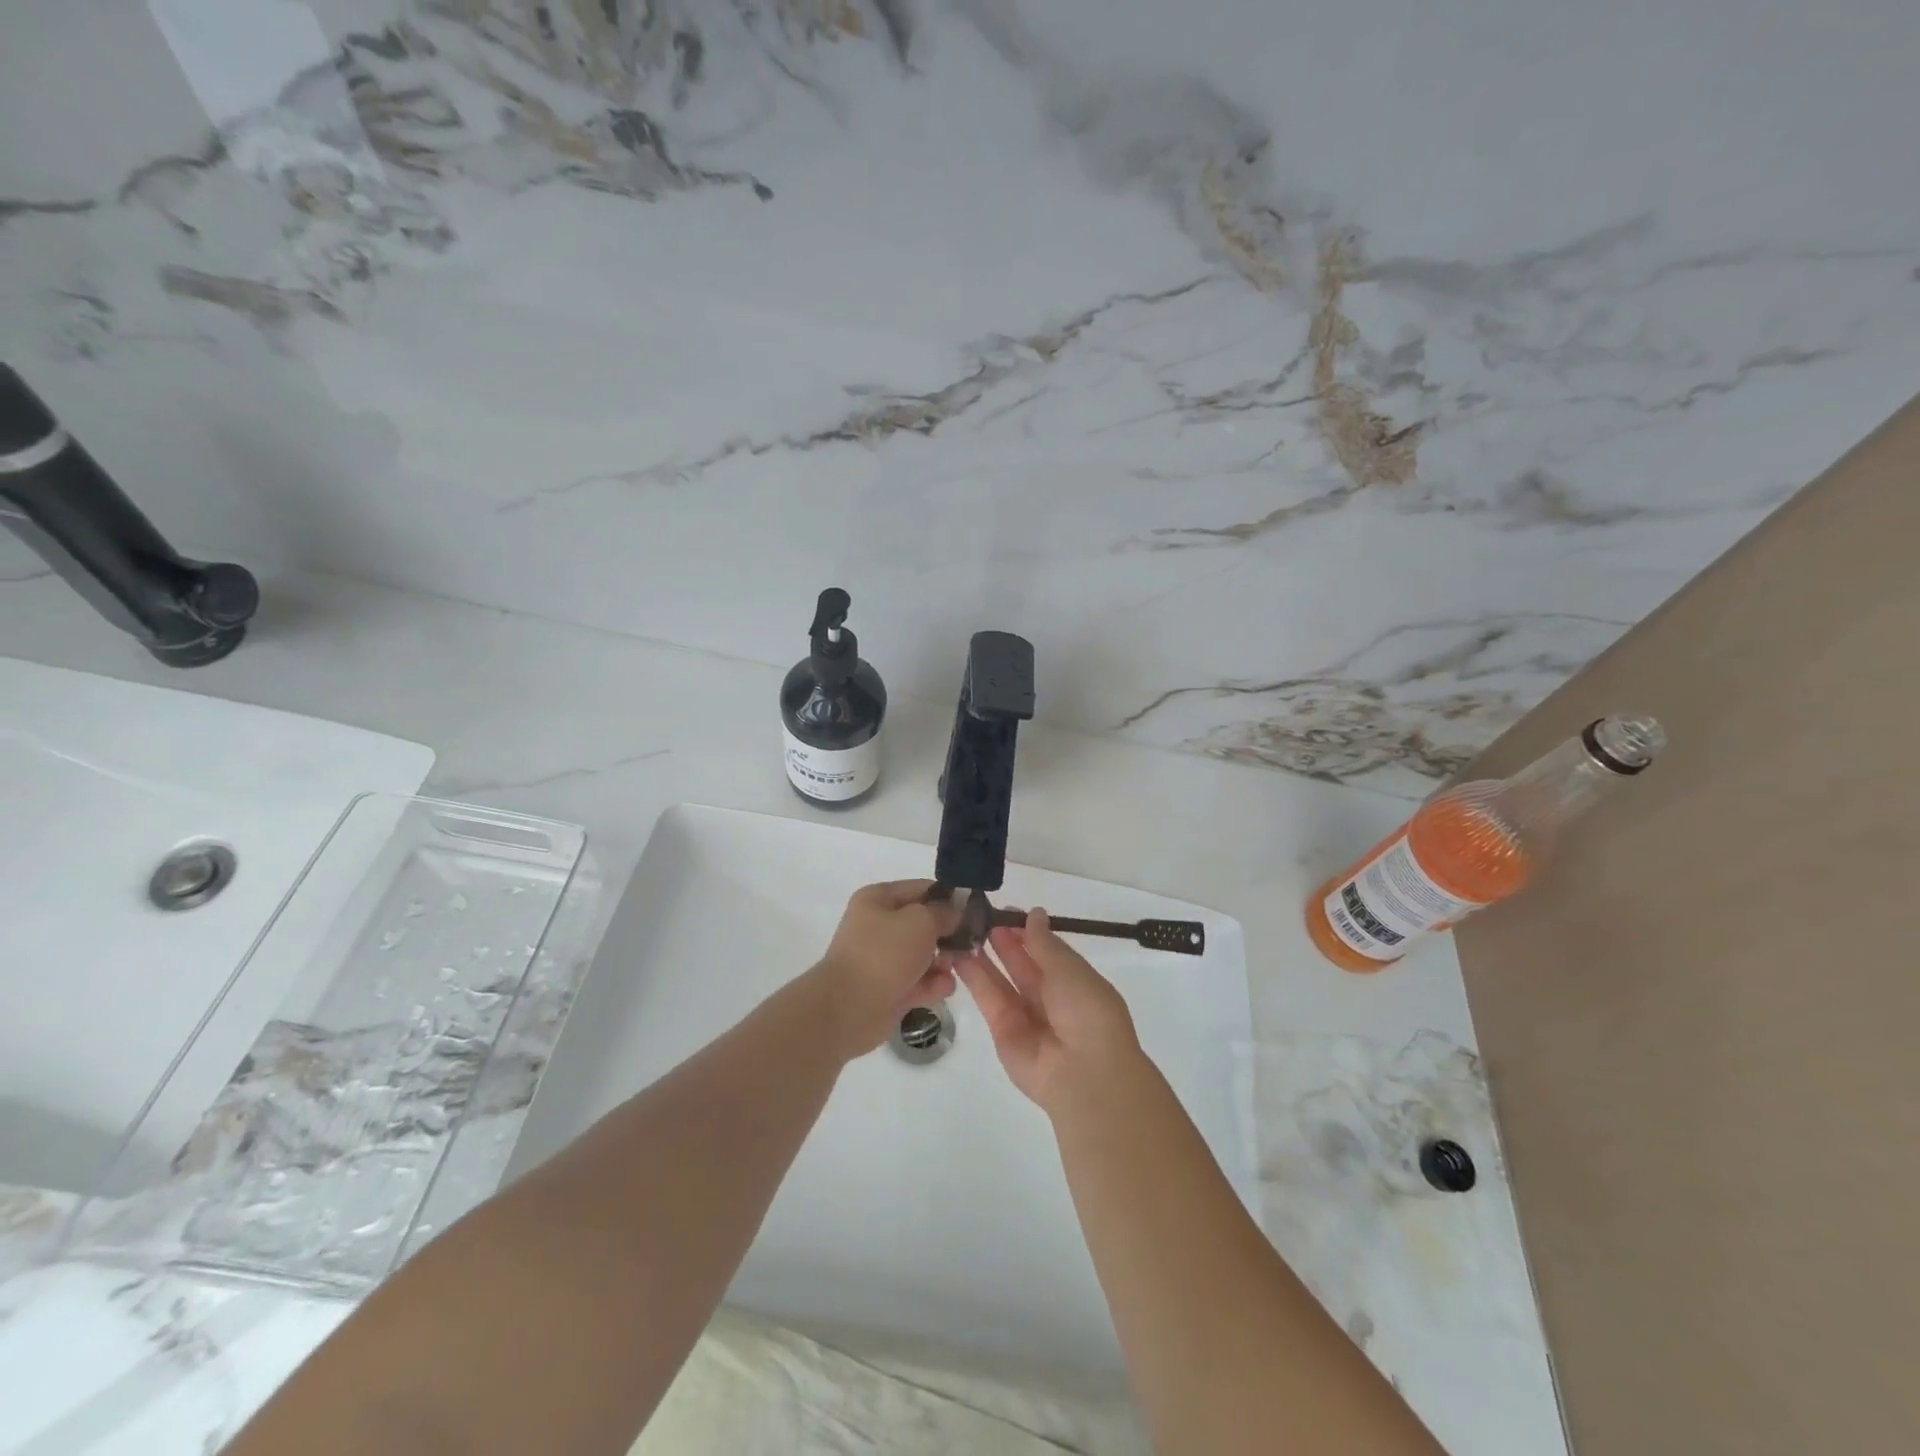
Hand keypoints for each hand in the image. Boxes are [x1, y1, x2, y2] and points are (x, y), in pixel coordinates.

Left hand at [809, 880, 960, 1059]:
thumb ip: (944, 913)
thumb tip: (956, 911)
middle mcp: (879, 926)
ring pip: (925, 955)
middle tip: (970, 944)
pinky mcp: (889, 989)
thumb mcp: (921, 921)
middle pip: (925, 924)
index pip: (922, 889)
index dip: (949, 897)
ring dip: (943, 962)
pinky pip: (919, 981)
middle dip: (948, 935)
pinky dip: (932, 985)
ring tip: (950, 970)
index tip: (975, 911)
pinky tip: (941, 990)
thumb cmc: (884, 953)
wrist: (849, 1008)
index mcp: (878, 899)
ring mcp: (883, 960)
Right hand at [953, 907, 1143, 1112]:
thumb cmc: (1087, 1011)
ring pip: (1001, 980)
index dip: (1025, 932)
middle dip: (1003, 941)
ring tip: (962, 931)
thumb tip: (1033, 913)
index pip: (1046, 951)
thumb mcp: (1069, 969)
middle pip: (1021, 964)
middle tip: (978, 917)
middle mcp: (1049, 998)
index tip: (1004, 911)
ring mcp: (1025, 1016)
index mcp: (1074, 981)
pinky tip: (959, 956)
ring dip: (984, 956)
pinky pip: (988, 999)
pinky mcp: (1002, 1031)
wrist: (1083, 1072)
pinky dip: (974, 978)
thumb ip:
☆ ☆ ☆ ☆ ☆
Reproduce the records in full, exactly as they appear, and show none of the pictures.

Hand keypoints for each hand in the image. Boxes are [x1, y1, x2, y2] and points are (x, y), in pixel coordinates.

Left hand at [809, 880, 960, 1059]:
thumb ip: (944, 913)
thumb tip: (956, 911)
middle mcp: (879, 926)
ring pip: (925, 955)
middle tip: (970, 944)
pinky mcp: (889, 989)
thumb mcp: (921, 921)
middle pip: (925, 924)
index pip: (922, 889)
index dip: (949, 897)
ring dip: (943, 962)
pinky pip: (919, 981)
middle dip: (948, 935)
pinky dip: (932, 985)
ring tip: (950, 970)
index tip: (975, 911)
pinky tip: (941, 990)
thumb cmc: (884, 953)
wrist: (849, 1008)
index mcp: (878, 899)
ring mcp: (883, 960)
Right hand at [953, 907, 1143, 1112]:
thumb cmc: (1087, 1011)
ring pip: (1001, 980)
index dip: (1025, 932)
middle dip: (1003, 941)
ring tip: (962, 931)
thumb tip: (1033, 913)
index pip: (1046, 951)
thumb mcp: (1069, 969)
middle pip: (1021, 964)
middle tip: (978, 917)
middle mcp: (1049, 998)
index tip: (1004, 911)
ring mcp: (1025, 1016)
index mcp: (1074, 981)
pinky tip: (959, 956)
ring dip: (984, 956)
pinky pip: (988, 999)
pinky mcp: (1002, 1031)
wrist: (1083, 1072)
pinky dip: (974, 978)
thumb ip:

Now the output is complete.